After some β€œwasted” time researching about it, I settled for this blueprint:

meta-forte/                       (GitHub repository)
β”œβ”€β”€ README.md                     (documents ENTIRE process)
β”œβ”€β”€ .gitignore
β”œβ”€β”€ kas.yml                       (main config)
β”œβ”€β”€ kas/
β”‚   β”œβ”€β”€ dev.yml                   (build with debug)
β”‚   β”œβ”€β”€ prod.yml                  (optimized build)
β”‚   └── sdk.yml                   (generates SDK)
β”œβ”€β”€ layers/
β”‚   └── meta-forte/               (your custom layer)
β”‚       β”œβ”€β”€ conf/
β”‚       β”‚   β”œβ”€β”€ layer.conf
β”‚       β”‚   β”œβ”€β”€ machine/
β”‚       β”‚   β”‚   └── beagley-ai.conf  (if customization needed)
β”‚       β”‚   └── distro/
β”‚       β”‚       └── forte-distro.conf (your custom distro)
β”‚       β”œβ”€β”€ recipes-kernel/
β”‚       β”‚   └── linux/            (kernel patches)
β”‚       β”œβ”€β”€ recipes-security/
β”‚       β”‚   └── optee/            (TrustZone/OP-TEE recipes)
β”‚       β”œβ”€β”€ recipes-core/
β”‚       β”‚   └── images/
β”‚       β”‚       └── forte-image.bb
β”‚       β”œβ”€β”€ recipes-apps/
β”‚       β”‚   └── hello-trustzone/  (example app)
β”‚       └── README.md
β”œβ”€β”€ sources/                      (cloned by Kas - NOT versioned)
β”‚   β”œβ”€β”€ poky/
β”‚   β”œβ”€β”€ meta-openembedded/
β”‚   β”œβ”€β”€ meta-arm/
β”‚   β”œβ”€β”€ meta-ti/
β”‚   └── meta-beagle/
β”œβ”€β”€ build/                        (created by Kas - NOT versioned)
β”‚   β”œβ”€β”€ conf/
β”‚   └── tmp/
β”œβ”€β”€ docs/                         
β”‚   β”œβ”€β”€ 01-setup.md
β”‚   β”œβ”€β”€ 02-build-process.md
β”‚   β”œβ”€β”€ 03-trustzone-integration.md
β”‚   └── architecture.png
└── scripts/                      (optional automation)
    β”œβ”€β”€ setup.sh
    └── flash-image.sh

The comments on the structure above say it all but I want to point out to things I like in it. The kas structure is very straightforward and again great when it comes to CI/CD tasks. Our layer is separated from the sources directory. The layer is considering having a trustzone hello-world example app, which is a next step for this project here.

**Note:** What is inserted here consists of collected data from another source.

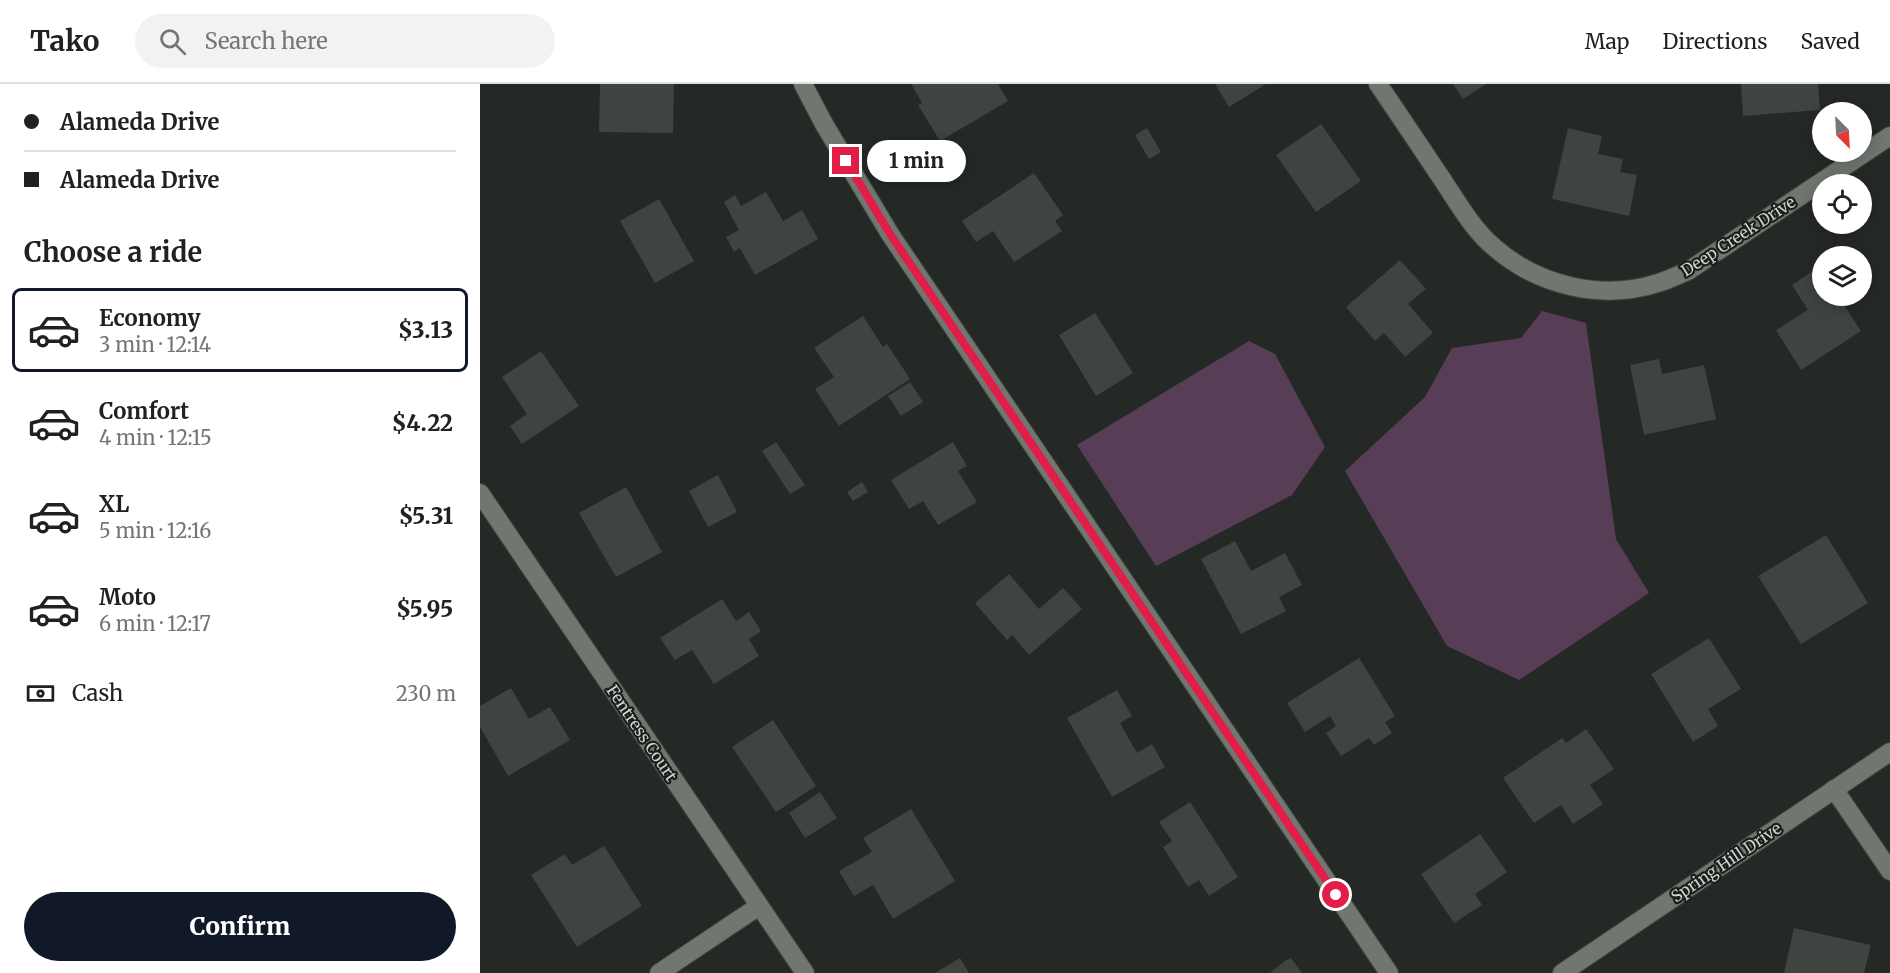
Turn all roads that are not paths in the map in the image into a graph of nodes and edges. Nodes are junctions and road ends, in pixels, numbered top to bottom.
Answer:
1 (803, 84) edge
2 (1378, 84) edge
3 (1890, 136) edge
4 (480, 493) edge
5 (1890, 752) edge
6 (1834, 789) junction
7 (1890, 871) edge
8 (759, 906) junction
9 (659, 973) edge
10 (805, 973) edge
11 (1389, 973) edge
12 (1562, 973) edge

1 - 11 street
2 - 3 street, Deep Creek Drive
4 - 8 street, Fentress Court
5 - 6 street, Spring Hill Drive
6 - 7 street
6 - 12 street, Spring Hill Drive
8 - 9 street
8 - 10 street, Fentress Court

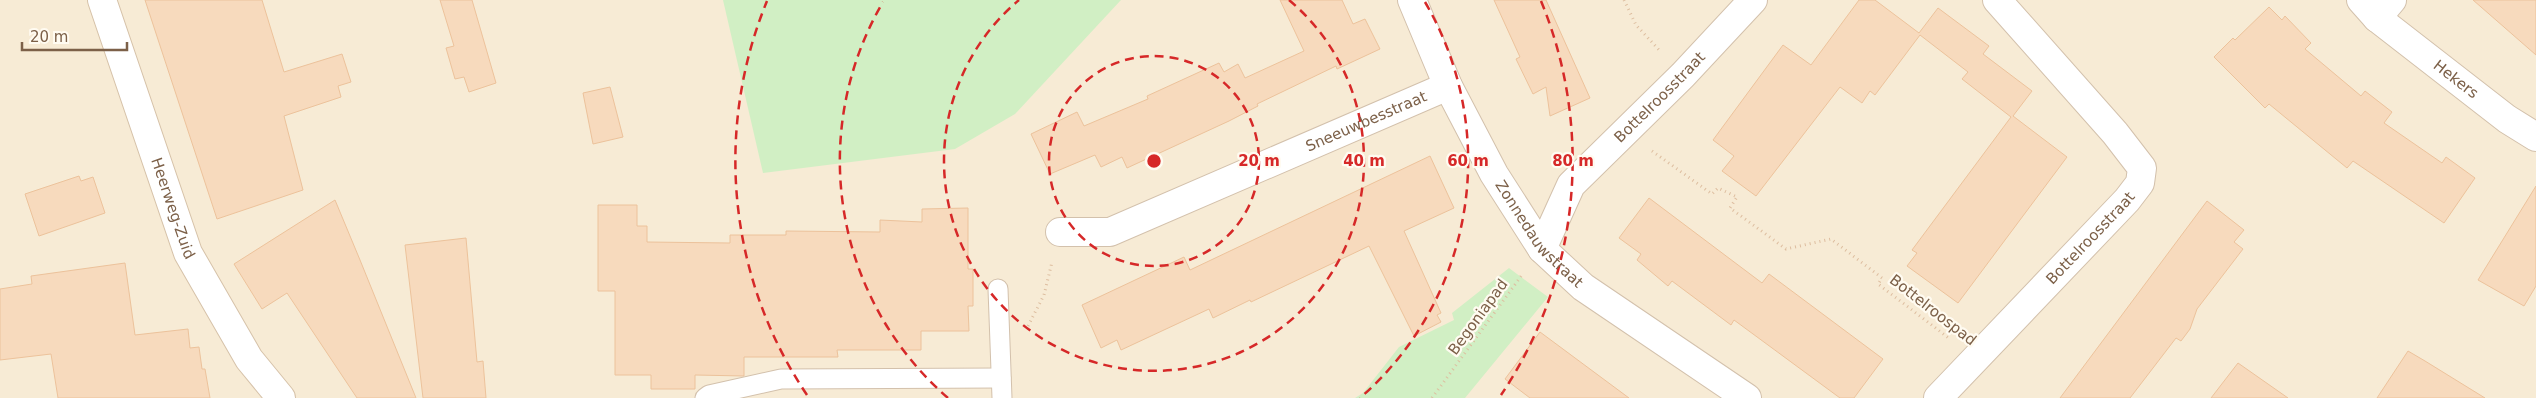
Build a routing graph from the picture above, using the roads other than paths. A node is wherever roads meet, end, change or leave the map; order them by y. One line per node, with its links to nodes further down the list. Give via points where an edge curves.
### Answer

From now on I will only make references and point it to files in the repo. I will make a separate article just for this base blueprint creation with steps and line commands. Here’s the link https://oliverbatista.com/yocto-blueprint.

TODO: start the git project using the Yocto Blueprint.

Update: kas is ok but I am going through the fixing dependencies, misplace comments and other things. Will return to it tomorrow.

Update2

Finally came back to write in this article. The yocto blueprint is building πŸŽ‰ I need to get the git repository setup and with all the changes I made to have the yocto procjet working.